• _RECORDS FOR THIS EXERCISE_
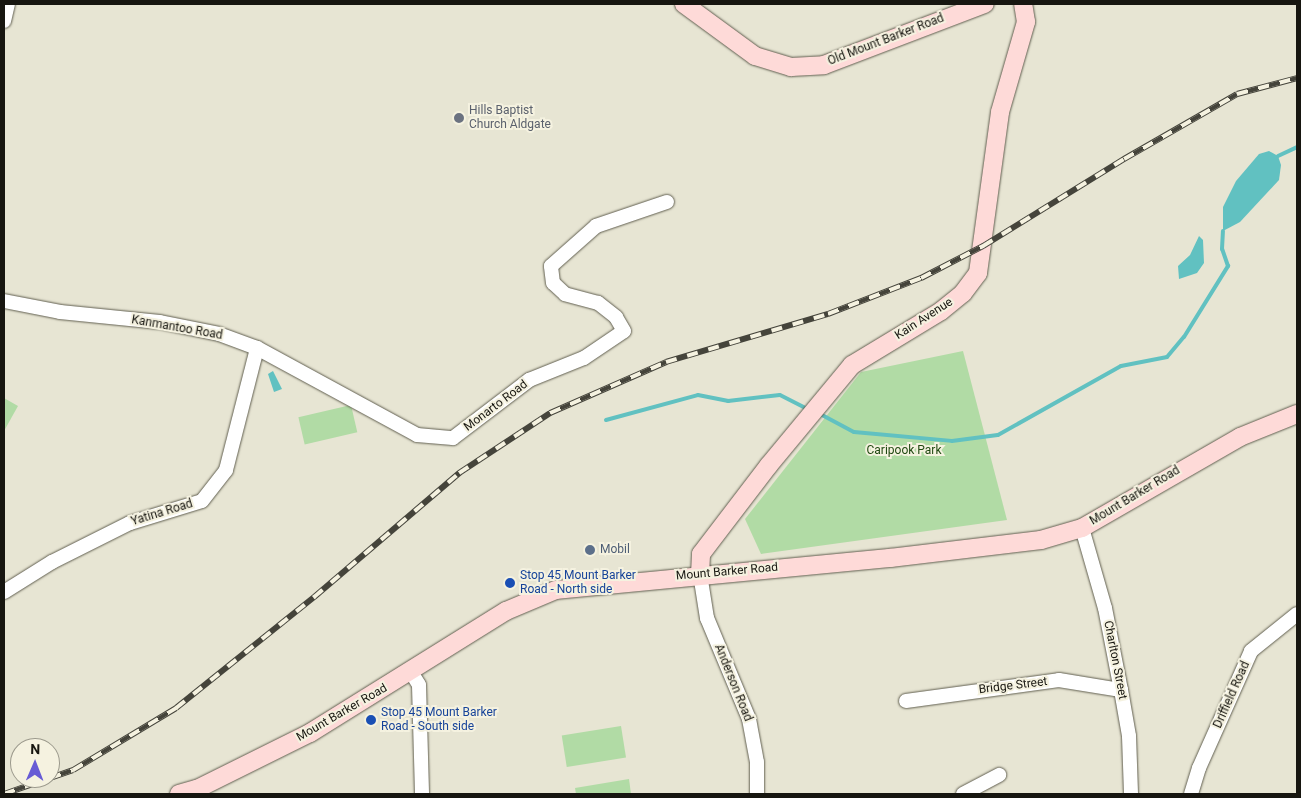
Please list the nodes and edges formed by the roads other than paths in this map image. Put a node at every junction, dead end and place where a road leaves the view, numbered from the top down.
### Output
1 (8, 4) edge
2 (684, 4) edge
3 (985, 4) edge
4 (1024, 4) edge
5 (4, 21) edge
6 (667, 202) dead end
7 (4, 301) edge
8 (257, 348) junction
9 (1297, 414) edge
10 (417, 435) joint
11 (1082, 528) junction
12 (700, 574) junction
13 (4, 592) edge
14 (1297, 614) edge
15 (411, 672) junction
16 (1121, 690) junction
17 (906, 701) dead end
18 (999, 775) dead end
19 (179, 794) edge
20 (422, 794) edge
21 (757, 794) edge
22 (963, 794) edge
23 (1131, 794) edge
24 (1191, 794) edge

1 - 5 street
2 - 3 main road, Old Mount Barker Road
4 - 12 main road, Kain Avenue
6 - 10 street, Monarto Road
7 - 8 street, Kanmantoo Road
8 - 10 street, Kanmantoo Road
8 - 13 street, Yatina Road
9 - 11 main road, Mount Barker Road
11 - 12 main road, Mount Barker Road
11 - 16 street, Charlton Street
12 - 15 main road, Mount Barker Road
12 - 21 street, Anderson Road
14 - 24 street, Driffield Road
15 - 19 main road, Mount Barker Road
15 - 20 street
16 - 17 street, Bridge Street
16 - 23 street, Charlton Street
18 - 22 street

• _PROBLEM_
Each record is to be written out exactly. No picture goes in.

• _RESPONSE AREA_
Please list the nodes and edges formed by the roads other than paths in this map image. Put a node at every junction, dead end and place where a road leaves the view, numbered from the top down.
### Output
1 (8, 4) edge
2 (684, 4) edge
3 (985, 4) edge
4 (1024, 4) edge
5 (4, 21) edge
6 (667, 202) dead end
7 (4, 301) edge
8 (257, 348) junction
9 (1297, 414) edge
10 (417, 435) joint
11 (1082, 528) junction
12 (700, 574) junction
13 (4, 592) edge
14 (1297, 614) edge
15 (411, 672) junction
16 (1121, 690) junction
17 (906, 701) dead end
18 (999, 775) dead end
19 (179, 794) edge
20 (422, 794) edge
21 (757, 794) edge
22 (963, 794) edge
23 (1131, 794) edge
24 (1191, 794) edge

1 - 5 street
2 - 3 main road, Old Mount Barker Road
4 - 12 main road, Kain Avenue
6 - 10 street, Monarto Road
7 - 8 street, Kanmantoo Road
8 - 10 street, Kanmantoo Road
8 - 13 street, Yatina Road
9 - 11 main road, Mount Barker Road
11 - 12 main road, Mount Barker Road
11 - 16 street, Charlton Street
12 - 15 main road, Mount Barker Road
12 - 21 street, Anderson Road
14 - 24 street, Driffield Road
15 - 19 main road, Mount Barker Road
15 - 20 street
16 - 17 street, Bridge Street
16 - 23 street, Charlton Street
18 - 22 street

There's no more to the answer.